Emanuele Piva è uno degli operatori della cooperativa Kaleidoscopio che lavora presso la residenza Fersina di Trento. Secondo Emanuele, l’inserimento dei ragazzi richiedenti asilo è avvenuto in modo graduale ed è stato positivo. Infatti, una delle caratteristiche dei giovani accolti è la volontà di fare. “Potersi sperimentare nel campo del volontariato – spiega Emanuele – è molto importante per i profughi. Gli obiettivi di queste attività sono molteplici e tra i più importanti vi sono l’acquisizione di pre-requisiti lavorativi come quelli linguistici in primis, ma anche capire il funzionamento del mondo lavorativo in Italia, la puntualità, come relazionarsi con le persone. In più, il semplice fatto di uscire dalla residenza ed entrare in contatto con persone diverse, in questo caso con persone in età avanzata, offre un valore aggiunto all’accoglienza”. L’esperienza che sta maturando l’Apsp di Povo dovrebbe, secondo il presidente Renzo Dori, allargarsi anche alle altre case di riposo del Trentino. Secondo il presidente, la loro mission dovrebbe incontrare le tematiche del sociale e le diverse realtà del settore dovrebbero essere un terreno fertile per costruire altre occasioni di incontro e di socializzazione.
Frammenti di vita dei due giovani profughi volontari
Fode e Mohamed sono i due richiedenti asilo che aiutano alcune signore anziane a realizzare cesti in vimini. L’atmosfera che si respira è rilassante. Le anziane richiamano l’attenzione dei due giovani, li vogliono vicini a loro per aiutarle a fare i cestini ma anche per scambiare due chiacchiere. Il tempo trascorso insieme appare prezioso sia per i richiedenti asilo che per le persone accolte in casa di riposo. In quello spazio e nel tempo trascorso insieme profughi e anziani si raccontano reciprocamente passato, presente e futuro e nascono rapporti di amicizia. Tutti si sentono ascoltati e valorizzati.
Fode ha solo 19 anni, è orfano di padre e ha ancora la madre e un fratello rimasti in Senegal. Ha studiato per qualche anno, ma ha dovuto lavorare fin da piccolo come contadino, anche allevando mucche. Ne aveva cinque che ha venduto quando ha deciso di partire nell'agosto 2015 per procurarsi i soldi per pagare il viaggio verso l'Europa. Era un adolescente e non aveva paura di ciò che lo aspettava quanto di rimanere, dal momento che – ci racconta – in patria veniva picchiato continuamente dai fratelli del padre. È stata dura attraversare il deserto e arrivare in Libia a Tripoli, ma ha avuto un coraggio frutto anche della consapevolezza di non poter tornare. Un mese dopo, Fode è riuscito a imbarcarsi su un barcone e raggiungere l’Italia.
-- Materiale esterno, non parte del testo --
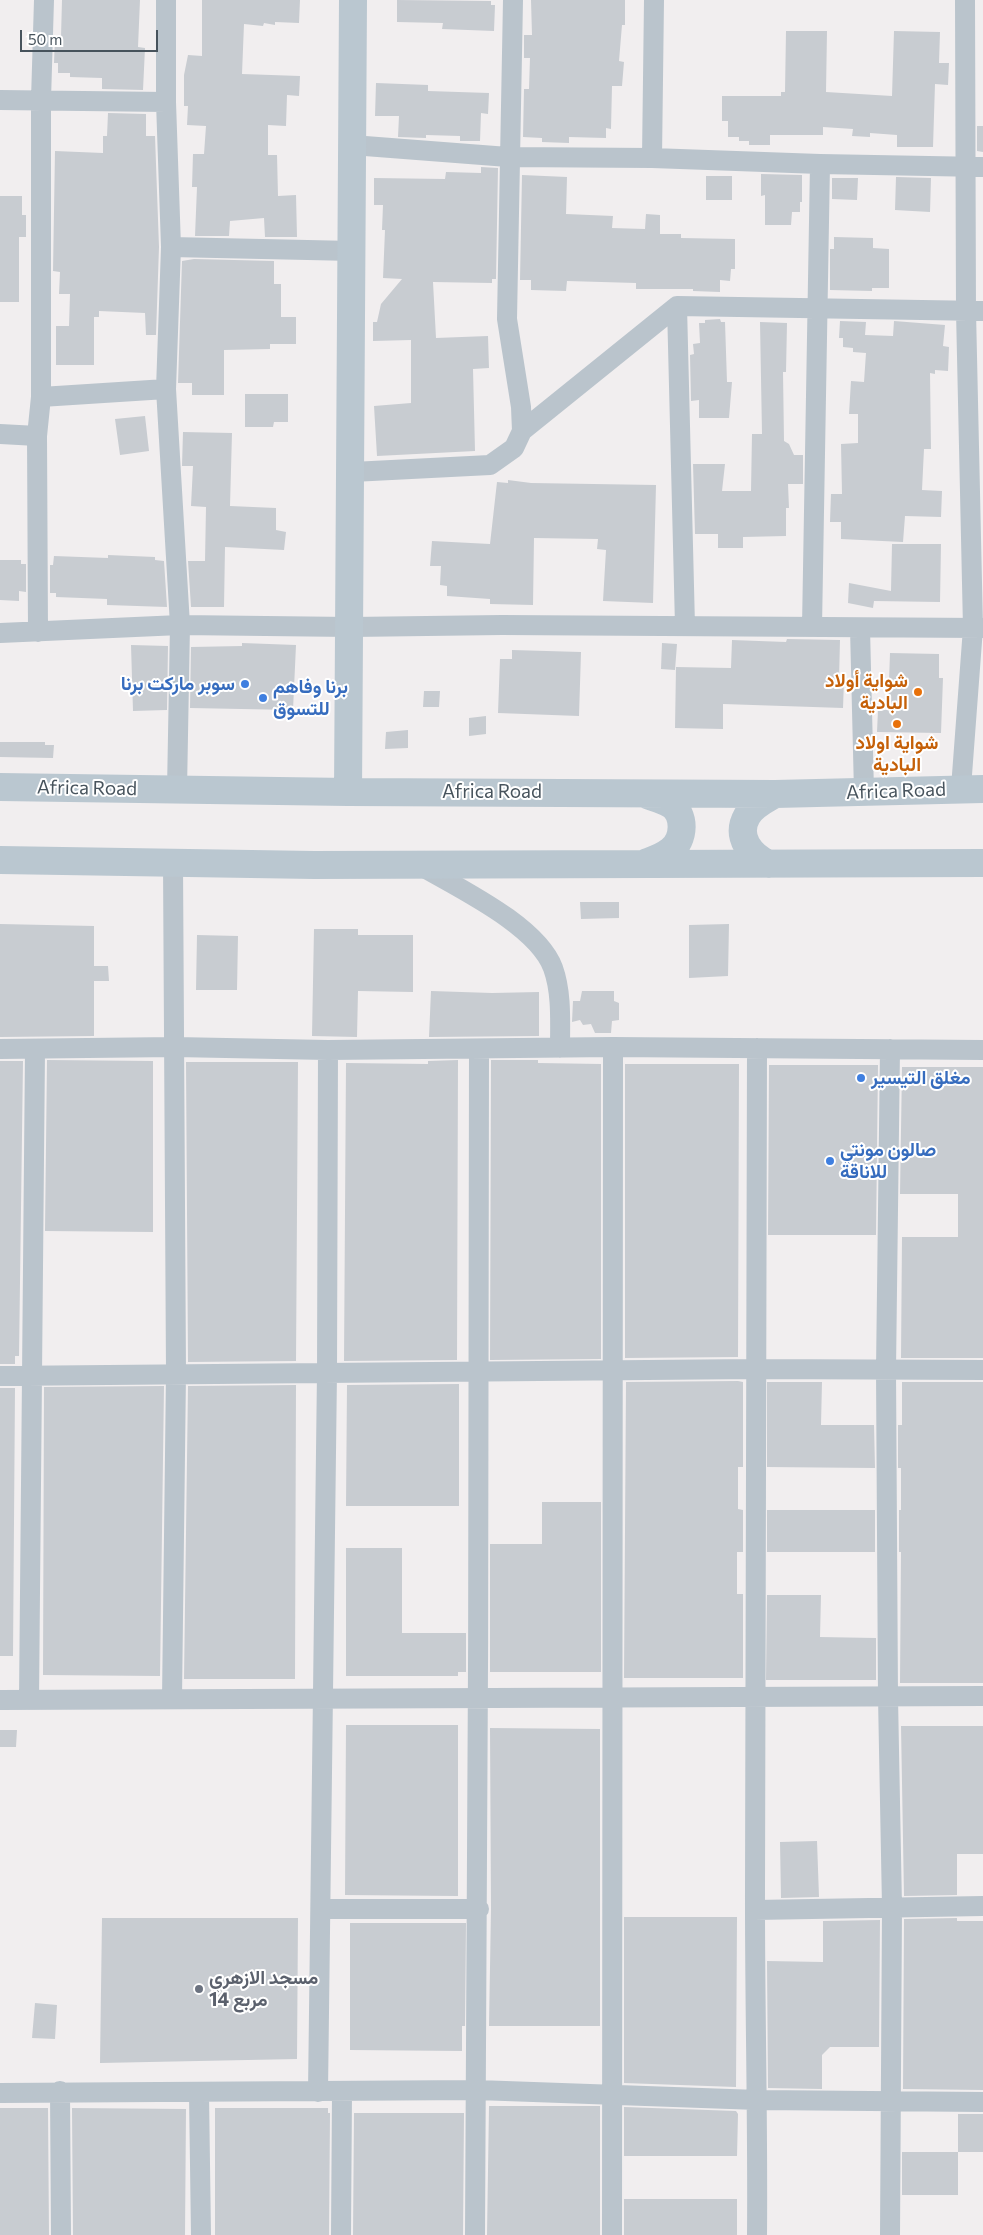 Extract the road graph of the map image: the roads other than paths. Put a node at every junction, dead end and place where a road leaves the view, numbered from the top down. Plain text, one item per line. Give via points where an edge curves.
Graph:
1 (44, 0) edge
2 (166, 0) edge
3 (353, 0) edge
4 (513, 0) edge
5 (654, 0) edge
6 (965, 0) edge
7 (0, 100) edge
8 (40, 100) junction
9 (166, 102) junction
10 (352, 145) junction
11 (508, 157) junction
12 (652, 158) junction
13 (820, 164) junction
14 (975, 167) edge
15 (171, 247) junction
16 (353, 251) junction
17 (677, 306) junction
18 (818, 308) junction
19 (974, 311) edge
20 (166, 389) junction
21 (40, 397) junction
22 (522, 431) junction
23 (0, 434) edge
24 (37, 436) junction
25 (352, 472) junction
26 (180, 625) junction
27 (685, 626) junction
28 (351, 627) junction
29 (812, 627) junction
30 (860, 628) junction
31 (978, 628) edge
32 (38, 632) junction
33 (0, 633) edge
34 (0, 787) edge
35 (972, 788) edge
36 (177, 790) junction
37 (348, 792) junction
38 (864, 792) junction
39 (642, 793) junction
40 (775, 794) junction
41 (0, 860) edge
42 (173, 863) junction
43 (644, 863) junction
44 (983, 863) edge
45 (419, 864) junction
46 (769, 864) junction
47 (175, 1047) junction
48 (613, 1047) junction
49 (560, 1048) junction
50 (758, 1048) junction
51 (0, 1049) edge
52 (479, 1049) junction
53 (890, 1049) junction
54 (35, 1050) junction
55 (328, 1050) junction
56 (983, 1050) edge
57 (755, 1369) junction
58 (886, 1370) junction
59 (983, 1370) edge
60 (327, 1372) junction
61 (613, 1372) junction
62 (176, 1373) junction
63 (477, 1373) junction
64 (0, 1376) edge
65 (32, 1376) junction
66 (983, 1696) edge
67 (755, 1697) junction
68 (888, 1697) junction
69 (479, 1698) junction
70 (613, 1698) junction
71 (172, 1699) junction
72 (323, 1699) junction
73 (0, 1700) edge
74 (29, 1700) junction
75 (983, 1906) edge
76 (892, 1907) junction
77 (321, 1909) junction
78 (479, 1909) junction
79 (755, 1910) junction
80 (477, 2090) junction
81 (60, 2091) junction
82 (318, 2092) junction
83 (342, 2092) junction
84 (0, 2093) edge
85 (199, 2093) junction
86 (613, 2095) junction
87 (758, 2100) junction
88 (890, 2101) junction
89 (983, 2102) edge
90 (61, 2235) edge
91 (201, 2235) edge
92 (341, 2235) edge
93 (475, 2235) edge
94 (612, 2235) edge
95 (757, 2235) edge
96 (890, 2235) edge

1 - 8 street
2 - 9 street
3 - 10 street
4 - 11 street
5 - 12 street
6 - 14 street
7 - 8 street
8 - 9 street
8 - 21 street
9 - 15 street
10 - 11 street
10 - 16 street
11 - 12 street
11 - 22 street via 506,319
12 - 13 street
13 - 14 street
13 - 18 street
14 - 19 street
15 - 16 street
15 - 20 street
16 - 25 street
17 - 18 street
17 - 22 street
17 - 27 street
18 - 19 street
18 - 29 street
19 - 31 street
20 - 21 street
20 - 26 street
21 - 24 street
22 - 25 street via 514,448 490,465
23 - 24 street
24 - 32 street
25 - 28 street
26 - 28 street
26 - 32 street
26 - 36 street
27 - 28 street
27 - 29 street
28 - 37 street
29 - 30 street
30 - 31 street
30 - 38 street
31 - 35 street
32 - 33 street
34 - 36 street, Africa Road
35 - 38 street, Africa Road
36 - 37 street, Africa Road
37 - 39 street, Africa Road
38 - 40 street, Africa Road
39 - 40 street, Africa Road
39 - 43 street via 670,804 678,811 682,830 670,852
40 - 46 street via 757,804 747,816 744,830 749,850
41 - 42 street
42 - 45 street
42 - 47 street
43 - 45 street
43 - 46 street
44 - 46 street
45 - 49 street via 511,920 544,950 557,984
47 - 54 street
47 - 55 street
47 - 62 street
48 - 49 street
48 - 50 street
48 - 61 street
49 - 52 street
50 - 53 street
50 - 57 street
51 - 54 street
52 - 55 street
52 - 63 street
53 - 56 street
53 - 58 street
54 - 65 street
55 - 60 street
57 - 58 street
57 - 61 street
57 - 67 street
58 - 59 street
58 - 68 street
60 - 62 street
60 - 63 street
60 - 72 street
61 - 63 street
61 - 70 street
62 - 65 street
62 - 71 street
63 - 69 street
64 - 65 street
65 - 74 street
66 - 68 street
67 - 68 street
67 - 70 street
67 - 79 street
68 - 76 street
69 - 70 street
69 - 72 street
69 - 78 street
70 - 86 street
71 - 72 street
71 - 74 street
72 - 77 street
73 - 74 street
75 - 76 street
76 - 79 street
76 - 88 street
77 - 78 street
77 - 82 street
78 - 80 street
79 - 87 street
80 - 83 street
80 - 86 street
80 - 93 street
81 - 84 street
81 - 85 street
81 - 90 street
82 - 83 street
82 - 85 street
83 - 92 street
85 - 91 street
86 - 87 street
86 - 94 street
87 - 88 street
87 - 95 street
88 - 89 street
88 - 96 street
È rimasto tre mesi ad Agrigento, poi è stato mandato a Trento, dove ha trovato sistemazione alla residenza Fersina e poi alla “Brennero”. Sarebbe contento di tornare a lavorare in agricoltura come nel paese d’origine, ma ama soprattutto lavorare a contatto con gli anziani.
Mohamed invece ha 21 anni ed è originario del Mali. Del suo passato racconta solo che all’età di 13 anni ha lasciato la propria famiglia e ha viaggiato in otto Paesi dell’Africa. Per un anno ha vissuto in Libia; da più di un anno vive in Italia. Mohamed non vuole rivangare il proprio passato (probabilmente molto difficile, ndr); il futuro vorrebbe viverlo da solo lavorando con onestà e impegno. Nel frattempo, i due richiedenti asilo sono in attesa della risposta dello Stato alla loro domanda di protezione internazionale.